5. The Limbic System and the Neo-Cortex

If these nine parts of the limbic system together form the chair on which consciousness sits, the focus that sits in the chair is the interaction between these nine parts and the neocortex, which is the house of our higher functions.

Book CoverThe cerebral hemispheres are the two largest structures at the top of the brain which enfold (and, therefore, conceal from view) most other brain structures. [...] The top layer of the cerebrum (about 1cm at its deepest) is the cerebral cortex (usually just called 'cortex' which means 'bark'). [...] About three-quarters of the cortex does not have an obvious sensory or motor function and is known as the association cortex; this is where the 'higher mental functions' (cognition) - thinking, reasoning, learning, etc. - probably 'occur'. [...] There is no doubt that the cortex is not necessary for biological survival [...] as some species do not have one to begin with (e.g. birds) and in those that do, surgical removal does not prevent the animal from displaying a wide range of behaviour, although it becomes much more automatic and stereotyped. [...] The limbic system as a whole serves as a meeting place between the cortex (or 'neocortex', in evolutionary terms the most recent part of the brain to have developed) and older parts of the brain, such as the hypothalamus, [...] these are integrated and the 'conclusions' are fed back to the cortex and to the older, subcortical areas.

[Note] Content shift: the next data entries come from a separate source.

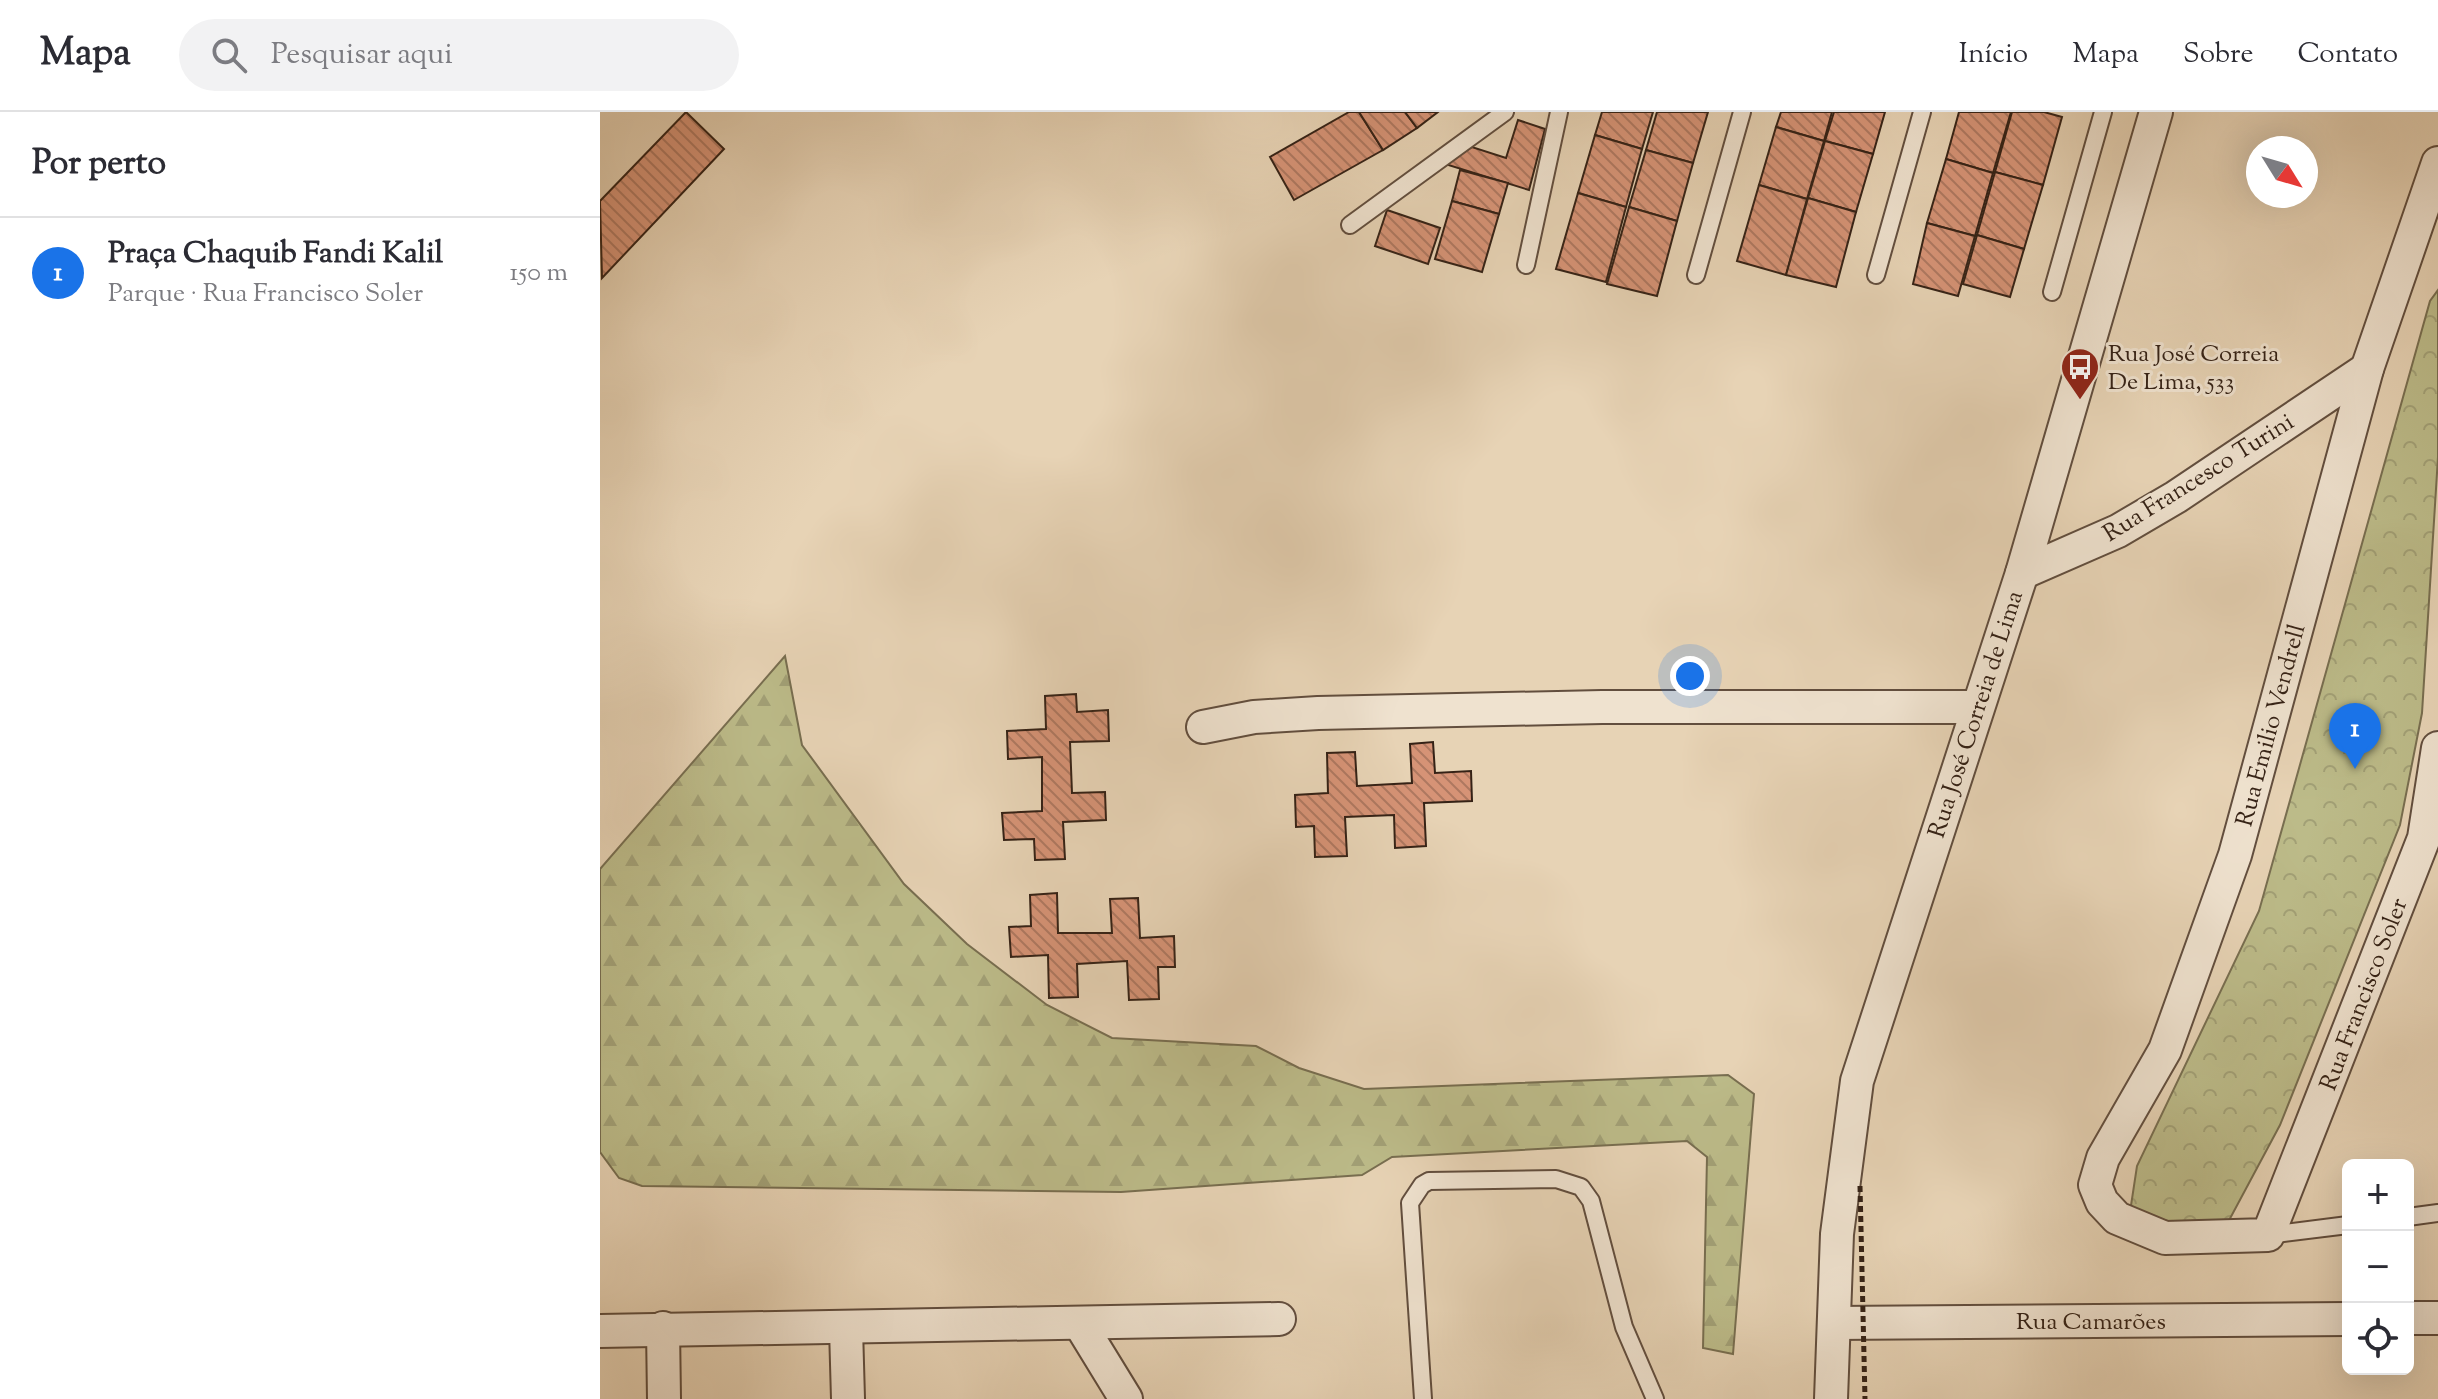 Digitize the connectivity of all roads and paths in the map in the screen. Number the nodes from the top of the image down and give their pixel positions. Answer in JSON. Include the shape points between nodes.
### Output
{"nodes":[{"id":1,"x":1505,"y":112,"type":"edge"},
{"id":2,"x":1559,"y":112,"type":"edge"},
{"id":3,"x":1742,"y":112,"type":"edge"},
{"id":4,"x":1922,"y":112,"type":"edge"},
{"id":5,"x":2103,"y":112,"type":"edge"},
{"id":6,"x":2156,"y":112,"type":"edge"},
{"id":7,"x":2438,"y":163,"type":"edge"},
{"id":8,"x":1350,"y":225,"type":"dead end"},
{"id":9,"x":1526,"y":265,"type":"dead end"},
{"id":10,"x":1696,"y":275,"type":"dead end"},
{"id":11,"x":1876,"y":275,"type":"dead end"},
{"id":12,"x":2052,"y":292,"type":"dead end"},
{"id":13,"x":2367,"y":369,"type":"junction"},
{"id":14,"x":2022,"y":573,"type":"junction"},
{"id":15,"x":1977,"y":707,"type":"junction"},
{"id":16,"x":1203,"y":727,"type":"dead end"},
{"id":17,"x":2438,"y":748,"type":"edge"},
{"id":18,"x":1860,"y":1186,"type":"dead end"},
{"id":19,"x":2438,"y":1213,"type":"edge"},
{"id":20,"x":2414,"y":1216,"type":"edge"},
{"id":21,"x":2342,"y":1226,"type":"edge"},
{"id":22,"x":2268,"y":1235,"type":"junction"},
{"id":23,"x":2414,"y":1318,"type":"edge"},
{"id":24,"x":2438,"y":1318,"type":"edge"},
{"id":25,"x":1279,"y":1319,"type":"dead end"},
{"id":26,"x":2342,"y":1319,"type":"edge"},
{"id":27,"x":1835,"y":1323,"type":"junction"},
{"id":28,"x":1080,"y":1324,"type":"junction"},
{"id":29,"x":663,"y":1328,"type":"junction"},
{"id":30,"x":846,"y":1328,"type":"junction"},
{"id":31,"x":600,"y":1331,"type":"edge"},
{"id":32,"x":664,"y":1399,"type":"edge"},
{"id":33,"x":848,"y":1399,"type":"edge"},
{"id":34,"x":1126,"y":1399,"type":"edge"},
{"id":35,"x":1423,"y":1399,"type":"edge"},
{"id":36,"x":1655,"y":1399,"type":"edge"},
{"id":37,"x":1831,"y":1399,"type":"edge"},
{"id":38,"x":1865,"y":1399,"type":"edge"}],
"edges":[{"from":1,"to":8,"type":"lane"},
{"from":2,"to":9,"type":"lane"},
{"from":3,"to":10,"type":"lane"},
{"from":4,"to":11,"type":"lane"},
{"from":5,"to":12,"type":"lane"},
{"from":6,"to":14,"type":"street","name":"Rua José Correia de Lima"},
{"from":7,"to":13,"type":"street","name":"Rua Emilio Vendrell"},
{"from":13,"to":14,"type":"street","name":"Rua Francesco Turini","via":[[2176,497],[2118,531]]},
{"from":13,"to":22,"type":"street","name":"Rua Emilio Vendrell","via":[[2235,855],[2165,1050],[2103,1158],[2095,1185],[2117,1218],[2165,1238]]},
{"from":14,"to":15,"type":"street","name":"Rua José Correia de Lima"},
{"from":15,"to":16,"type":"street","via":[[1318,713]]},
{"from":15,"to":27,"type":"street","name":"Rua José Correia de Lima","via":[[1857,1081],[1837,1234]]},
{"from":17,"to":22,"type":"street","name":"Rua Francisco Soler","via":[[2424,838]]},
{"from":18,"to":38,"type":"path","bridge":true},
{"from":19,"to":20,"type":"lane"},
{"from":21,"to":22,"type":"lane"},
{"from":23,"to":24,"type":"street"},
{"from":25,"to":28,"type":"street"},
{"from":26,"to":27,"type":"street","name":"Rua Camarões"},
{"from":27,"to":37,"type":"street","name":"Rua José Correia de Lima"},
{"from":28,"to":30,"type":"street"},
{"from":28,"to":34,"type":"street"},
{"from":29,"to":30,"type":"street"},
{"from":29,"to":31,"type":"street"},
{"from":29,"to":32,"type":"street"},
{"from":30,"to":33,"type":"street"},
{"from":35,"to":36,"type":"lane","via":[[1410,1203],[1414,1195],[1429,1181],[1556,1179],[1581,1187],[1591,1201],[1624,1327]]}]}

"Psychology: The Science of Mind and Behaviour" by Richard Gross (1996)9

The cortex controls and regulates the emotions set off by the limbic system. In cats, if we remove the cortex (10% of the brain), the cats behave more or less normally! Except, they fly into an uncontrollable animal rage whenever they experience pain10. If anything resembles the actions of a soul in the Human brain, it is the interaction between the cortex and the limbic system.

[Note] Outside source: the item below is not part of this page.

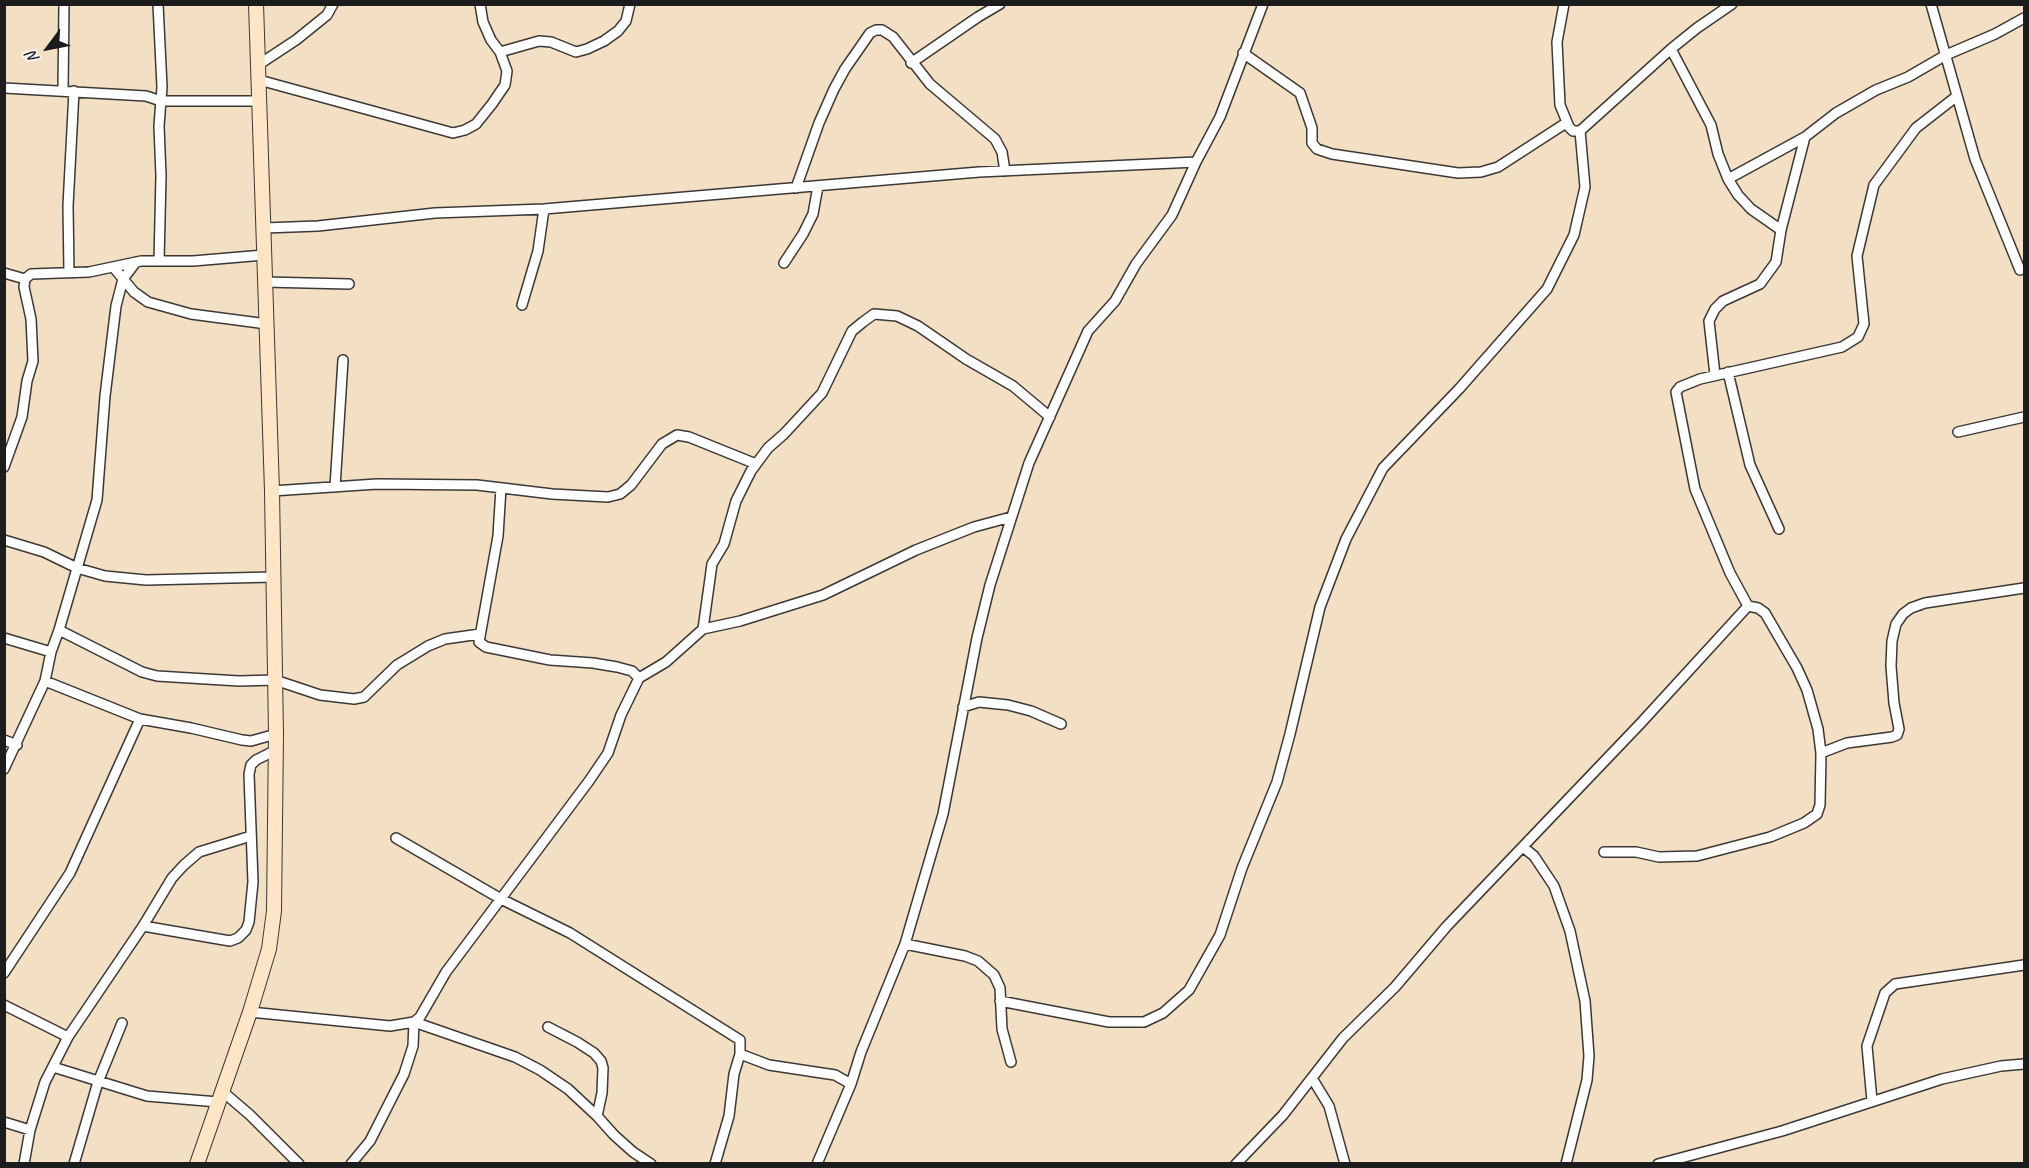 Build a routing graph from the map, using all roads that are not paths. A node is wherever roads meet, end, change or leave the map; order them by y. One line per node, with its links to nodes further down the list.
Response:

6. Religion as Limbic System Dysfunction

Neuroscientists have performed multiple studies of religiosity and the correlated neural responses in the brain. Related to this are the results of a series of experiments that show that electrically stimulating certain parts of the brain induces mystical experiences related to the culture of the individual.

Most of the neurological phenomena associated with religious experience involve some form over-activation of the limbic system, and correspondingly intensified experiences. Conversely, Alzheimer's disease is associated with a deterioration of the limbic system and those afflicted tend to lose interest in religion, even those who have exhibited a lifelong interest.